But, then again, anything below 80 degrees is chilly to me.

I was taking my first stand- up paddleboarding (SUP) lesson and all I wanted to do was to stay upright and avoid taking a plunge into Lake Sammamish.

I warned my instructor, Blake Hanley, from Perfect Wave Surf Shop in Kirkland, that I was a bit of a klutz, but he simply laughed and said, "I’ve taught all ages, all kinds of people, and there isn’t much I haven’t seen."

He added with a nod of encouragement, "And you’ll be surprised at how well you’re going to do."

Hanley has been at the sport for several years. After trying it once, he was hooked. He not only finds it fun, but he also enjoys the core workout he gets and uses the activity to cross train.

Stand-up paddleboarding is an emerging global sport with a Hawaiian heritage. In the 60s, Waikiki beach boys started standing on their long surfboards and paddling out with outrigger paddles to take pictures of tourists learning to surf.

A renaissance of SUP occurred in the early 2000s, when Hawaiian surfers started utilizing the sport as an alternative way to train when the surf was flat.

Famed surfer Laird Hamilton can be credited with popularizing the sport in recent years after he paddled across the English Channel, put his name on a signature line of stand up paddleboards and claimed that it renewed his excitement for surfing because, as he said, "It brought me back to a place where I can be happy again on a one-foot wave."

Today, there are professional paddleboarding races almost every month from Hawaii to Florida. Recently, some 200 people competed in the second annual Round the Rock race, a local SUP event with a course that circumnavigates Mercer Island.

Hanley, who participated in the race, says, "It was a tough one because the winds were really strong, which made it a real challenge to paddle up the east side of the island."

The major difference between traditional surfing and SUP is that for the latter, no waves are needed. This creates a world of possibilities, allowing people to practice the sport on lakes, rivers, open ocean or any large body of water.

"It’s really gotten popular because it can be done wherever there’s water around," says Hanley. "It’s hassle free. And it’s the kind the sport that’s adaptable to any skill level. It’s relatively easy to learn. And then the bonus is that it provides a terrific full-body workout."

He adds, "It can also be very calming.

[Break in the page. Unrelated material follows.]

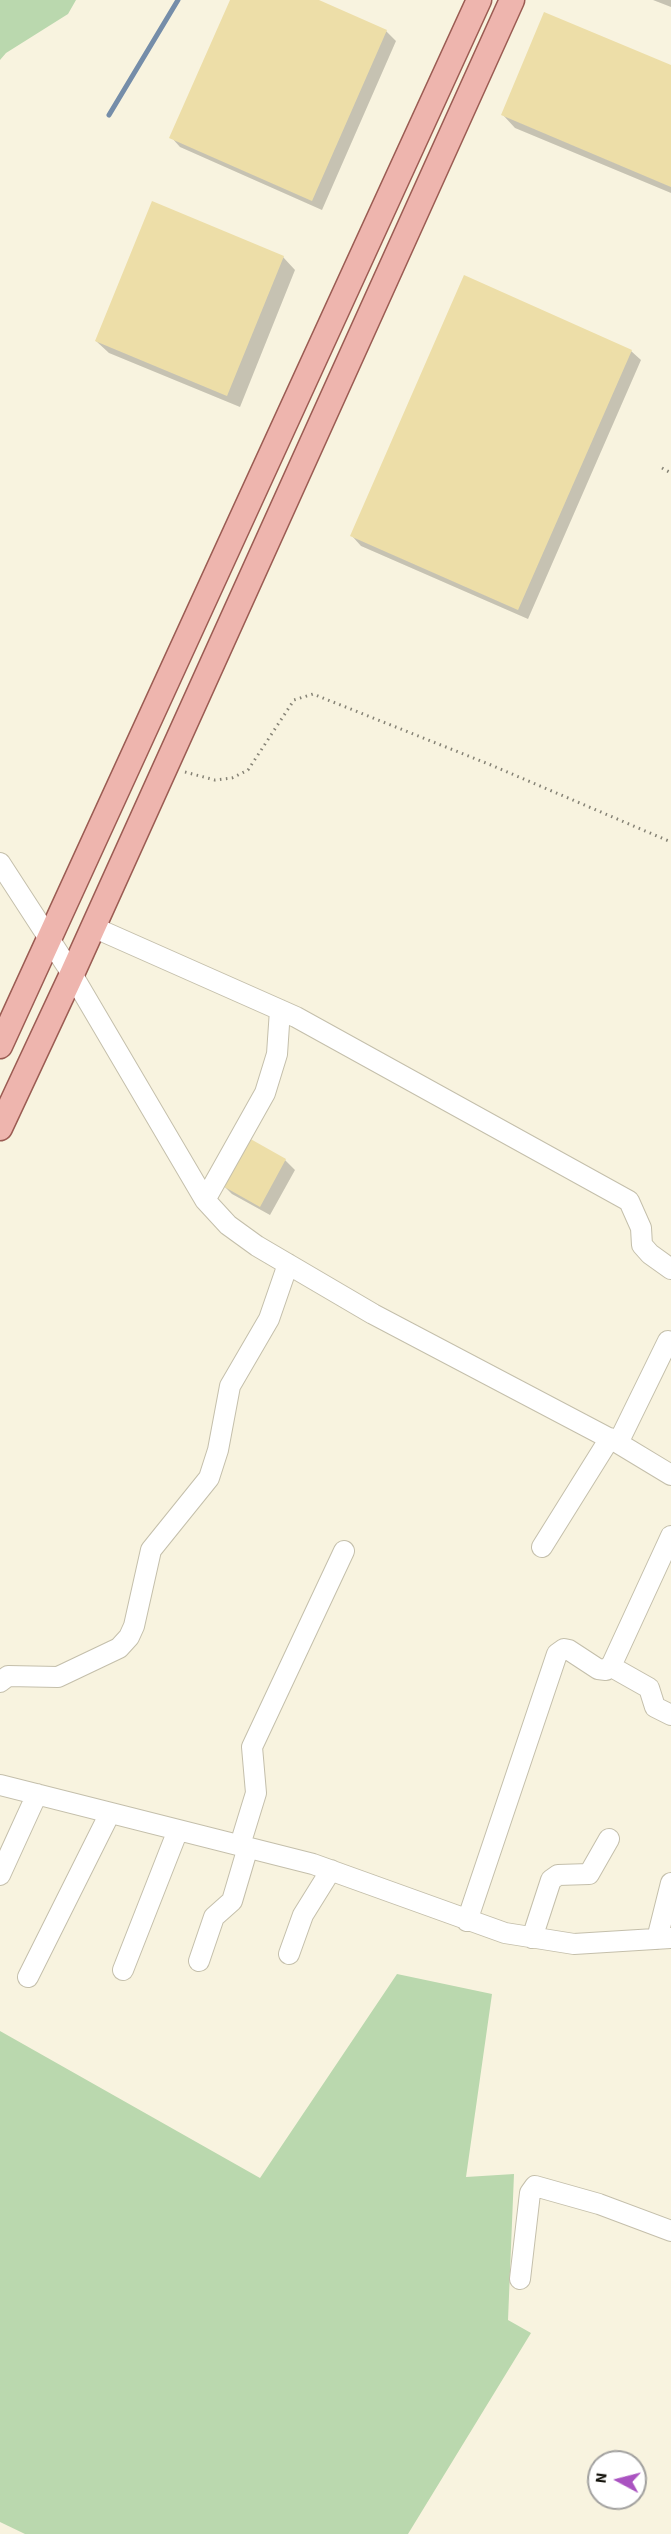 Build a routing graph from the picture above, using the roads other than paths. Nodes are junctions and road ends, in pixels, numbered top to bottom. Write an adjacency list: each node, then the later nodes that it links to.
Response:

You’re out on the water, paddling at your own pace, just taking in the natural beauty. It can be a Zen-like experience."

I listen carefully as Hanley explains that the key to remaining upright on your board is to always have a slight bend in your knees, stay relaxed and keep your paddle in the water as much as possible because it acts as a brace.

Before any of this can happen, however, he emphasizes the need to have the right size board for your body.

SUP boards are longer and wider than surf boards, with features such as padded decks, concave hulls, and either one or three fins in the stern for tracking. They’re made of epoxy or polyester.

Paddles are either of aluminum or carbon graphite.

As Hanley demonstrates the movements involved in the sport, making the whole process appear smooth and easy, I marvel at his grace and rhythm, and the way he seems to just glide on the water.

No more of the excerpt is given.